A single count is required: the lines of the data below in which the word "main" occurs.

----- Task inputs -----

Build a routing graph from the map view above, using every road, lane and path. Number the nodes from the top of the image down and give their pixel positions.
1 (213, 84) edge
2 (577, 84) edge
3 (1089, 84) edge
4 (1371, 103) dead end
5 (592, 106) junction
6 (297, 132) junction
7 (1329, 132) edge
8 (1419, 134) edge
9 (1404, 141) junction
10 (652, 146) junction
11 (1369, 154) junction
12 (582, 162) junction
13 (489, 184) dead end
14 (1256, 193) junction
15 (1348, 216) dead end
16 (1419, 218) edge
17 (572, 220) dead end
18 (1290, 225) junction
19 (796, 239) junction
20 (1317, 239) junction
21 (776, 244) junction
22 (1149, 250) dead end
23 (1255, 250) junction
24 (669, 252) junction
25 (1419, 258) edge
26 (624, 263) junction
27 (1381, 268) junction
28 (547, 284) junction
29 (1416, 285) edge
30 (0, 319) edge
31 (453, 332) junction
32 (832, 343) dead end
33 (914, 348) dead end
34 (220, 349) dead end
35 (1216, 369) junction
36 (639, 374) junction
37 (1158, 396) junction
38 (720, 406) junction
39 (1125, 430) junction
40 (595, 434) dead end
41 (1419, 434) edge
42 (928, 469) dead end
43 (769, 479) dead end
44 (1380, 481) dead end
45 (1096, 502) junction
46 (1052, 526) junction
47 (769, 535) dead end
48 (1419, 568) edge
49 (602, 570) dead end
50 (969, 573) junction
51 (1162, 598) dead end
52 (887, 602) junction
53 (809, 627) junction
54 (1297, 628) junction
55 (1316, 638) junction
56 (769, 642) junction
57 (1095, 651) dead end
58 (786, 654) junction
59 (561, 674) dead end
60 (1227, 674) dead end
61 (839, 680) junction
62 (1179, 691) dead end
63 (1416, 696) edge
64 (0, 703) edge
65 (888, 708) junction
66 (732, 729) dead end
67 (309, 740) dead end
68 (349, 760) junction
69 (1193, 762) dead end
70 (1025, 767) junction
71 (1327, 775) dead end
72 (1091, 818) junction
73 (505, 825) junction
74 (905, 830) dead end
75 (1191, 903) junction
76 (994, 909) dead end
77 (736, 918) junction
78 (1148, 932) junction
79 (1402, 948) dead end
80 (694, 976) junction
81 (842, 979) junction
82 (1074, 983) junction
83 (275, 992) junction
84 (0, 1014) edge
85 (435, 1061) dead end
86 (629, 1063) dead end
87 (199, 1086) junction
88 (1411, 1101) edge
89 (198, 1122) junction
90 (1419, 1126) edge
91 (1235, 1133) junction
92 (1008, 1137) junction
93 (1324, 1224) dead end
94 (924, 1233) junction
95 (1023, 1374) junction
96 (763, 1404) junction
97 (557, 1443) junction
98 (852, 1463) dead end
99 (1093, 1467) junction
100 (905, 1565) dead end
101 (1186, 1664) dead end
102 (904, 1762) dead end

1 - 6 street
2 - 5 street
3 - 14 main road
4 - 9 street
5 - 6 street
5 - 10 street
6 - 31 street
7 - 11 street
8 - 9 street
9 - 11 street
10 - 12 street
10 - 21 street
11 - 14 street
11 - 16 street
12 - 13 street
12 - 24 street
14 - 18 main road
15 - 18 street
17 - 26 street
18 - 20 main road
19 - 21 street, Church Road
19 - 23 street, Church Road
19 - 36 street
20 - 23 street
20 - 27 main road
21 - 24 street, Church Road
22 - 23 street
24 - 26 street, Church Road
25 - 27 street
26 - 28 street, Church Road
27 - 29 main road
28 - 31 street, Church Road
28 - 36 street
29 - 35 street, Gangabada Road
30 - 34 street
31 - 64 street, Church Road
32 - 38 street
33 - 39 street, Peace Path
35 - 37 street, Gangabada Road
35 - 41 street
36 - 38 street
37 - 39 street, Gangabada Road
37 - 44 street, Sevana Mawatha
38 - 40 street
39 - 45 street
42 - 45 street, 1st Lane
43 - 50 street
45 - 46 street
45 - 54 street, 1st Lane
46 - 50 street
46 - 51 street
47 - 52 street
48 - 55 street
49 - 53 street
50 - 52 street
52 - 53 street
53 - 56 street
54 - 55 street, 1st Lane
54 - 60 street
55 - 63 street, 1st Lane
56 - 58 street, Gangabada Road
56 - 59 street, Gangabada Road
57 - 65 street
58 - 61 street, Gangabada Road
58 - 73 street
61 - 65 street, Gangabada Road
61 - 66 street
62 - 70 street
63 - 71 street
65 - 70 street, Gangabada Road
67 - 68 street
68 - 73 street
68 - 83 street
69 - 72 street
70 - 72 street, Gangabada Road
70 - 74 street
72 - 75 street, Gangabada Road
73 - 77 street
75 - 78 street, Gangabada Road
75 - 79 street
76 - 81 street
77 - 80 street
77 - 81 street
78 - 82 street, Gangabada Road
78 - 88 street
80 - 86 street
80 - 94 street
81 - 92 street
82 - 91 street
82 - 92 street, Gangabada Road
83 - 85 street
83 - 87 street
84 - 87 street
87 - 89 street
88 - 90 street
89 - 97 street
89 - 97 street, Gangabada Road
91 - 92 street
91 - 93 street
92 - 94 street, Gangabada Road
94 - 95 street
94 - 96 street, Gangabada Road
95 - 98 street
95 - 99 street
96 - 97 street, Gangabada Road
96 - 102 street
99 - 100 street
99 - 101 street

-----

▶ _Output_: 5